Filho de imigrantes espanhóis, Raul Torres nasceu em Botucatu, em 1906. Aos 16 anos, mudou-se para São Paulo, onde trabalhava como cocheiro na Praça da luz. Pioneiro no rádio, começou a trabalhar na Rádio Educadora Paulista em 1927, interpretando emboladas de sua autoria. No mesmo ano, começou a gravar seus primeiros discos, sempre conciliando a vida artística com as atividades de lenheiro na estrada de terro Sorocabana. Enquanto o samba e as marchas de carnaval cariocas dominavam o mercado fonográfico, Raul Torres também participou do movimento de Cornélio Pires que levou a música caipira para a indústria do disco. Em 1929, Cornélio gravou a primeira série de discos com “material caipira autêntico”. Como a gravadora Columbia temia não vender os discos, Cornélio financiou as gravações com recursos próprios e saiu vendendo de carro pelo Interior. O sucesso foi tanto que a empreitada de Cornélio inaugurou a Era do Disco Caipira. Com o pseudônimo Bico Doce, Raul Torres gravou quatro músicas para a série caipira de Cornélio. Esta movimentação impulsionou Torres a gravar mais modas de viola, eternizando o compositor com obras como Colcha de Retalhos, Cavalo Zaino e Moda da Mula Preta.
Mesmo com a música caipira representando o terceiro maior filão do mercado fonográfico na década de trinta [anos 1930], foi exatamente este o período de maior fertilidade para os sambas de Raul Torres. Em 1934, o compositor gravou a batucada A cuíca tá roncando, que tez enorme sucesso, marcando definitivamente a presença do samba paulista no carnaval do Rio de Janeiro no seguinte. Quando Osvaldinho da Cuíca, padrinho do Trio Gato com Fome, contou esta história, Cadu, Renato e Gregory fizeram as malas e rumaram para uma longa expedição em busca dos sambas de Raul Torres.

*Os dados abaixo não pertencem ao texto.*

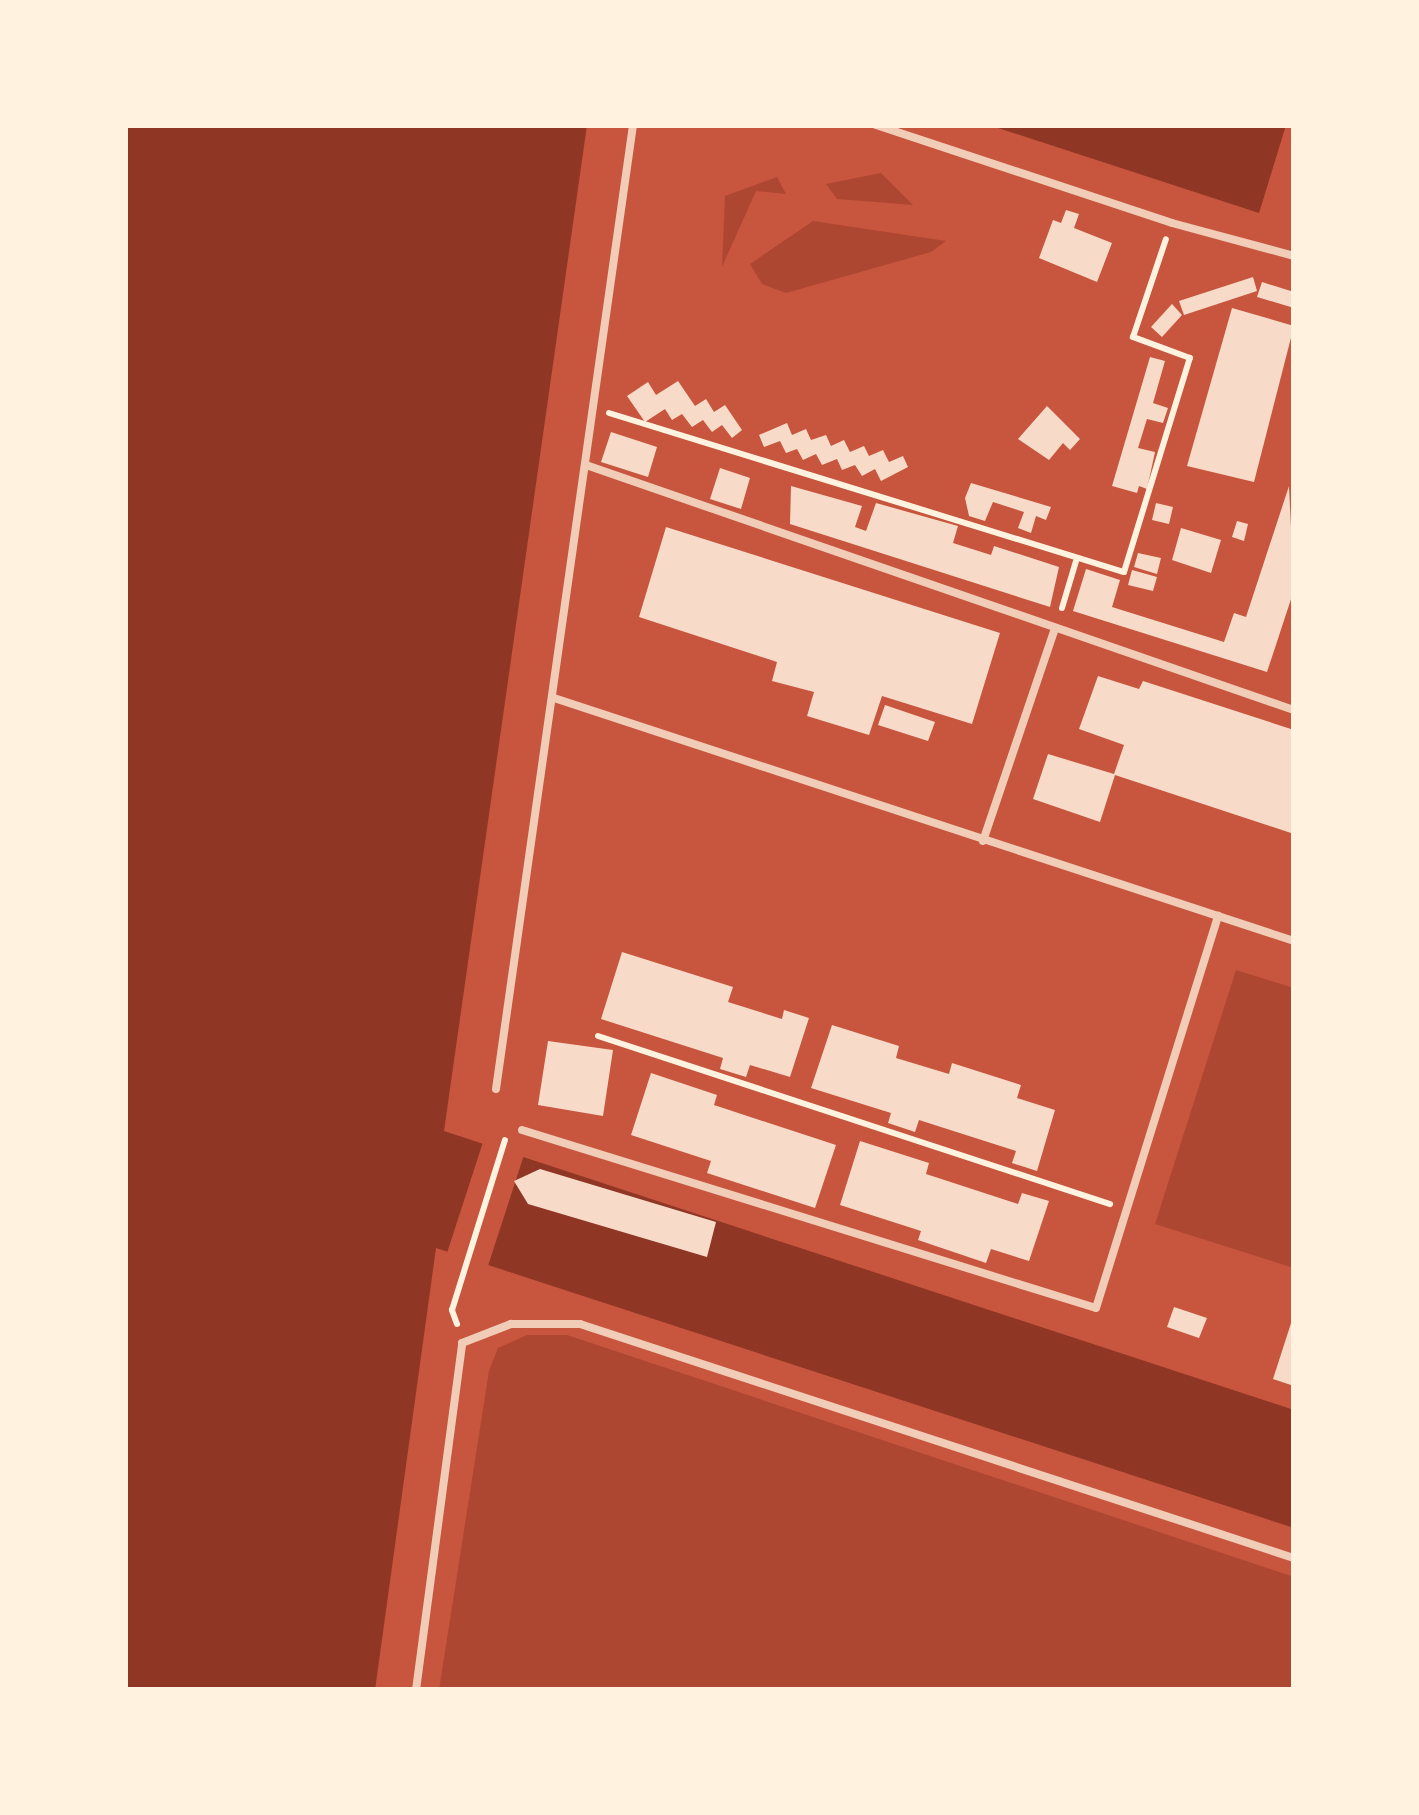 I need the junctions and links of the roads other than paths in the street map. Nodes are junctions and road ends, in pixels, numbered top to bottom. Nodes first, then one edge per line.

A partir de conversas com familiares de Raul Torres, colecionadores de 78 rpm. e pesquisadores, visitas a acervos públicos e uma viagem a Botucatu, o Trio voltou para o estúdio com dez sambas na mala. Criando pontes entre o urbano e o rural, o disco Trio Gato com fome — Em busca dos sambas de Raul Torres convida para a roda de samba Milton Mori, Osvaldinho da Cuíca, Paulo Dias, Caçulinha, Proveta, Miltinho Edilberto e Oswaldinho do Acordeon e mostra que não importa se é samba ou moda de viola, porta ou porteira, a musica está no interior.”

O patriarca Raul Torres é o “capitão” do time dos melhores autores da música caipira escalado pelo jornalista José Hamilton Ribeiro
Para saber mais sobre Raul Torres, duas dicas do Barulho d’água Música são as leituras dos livros Eu Nasci Naquela Serra: A História de Angelino de Oliveira, Raul Torres e Serrinha, escrito pelo violeiro Paulo Freire, publicado em 1996 pela Editora Paulicéia, e Música Caipira – As 270 maiores modas, edição revista, completa e ampliada em 2015, do jornalista José Hamilton Ribeiro, publicado pela Realejo Livros.
A obra de Paulo Freire, nas páginas dedicadas a Raul Torres, começa descrevendo o fascínio que as batucadas e o som dos tambores exerciam sobre o biografado quando este ainda era um menino, enquanto Zé Hamilton Ribeiro, como em um time de futebol, dá a Raul Torres a faixa de capitão reconhecendo-o ao lado da galeria de patriarcas da música caipira tais quais Teddy Vieira (“O Artilheiro”), João Pacífico (que formou com Raul a dupla Torres & Pacífico, “O Meio-Campo”), José Fortuna (“O Motorzinho”) e Mário Zan (“O Técnico”) entre outros.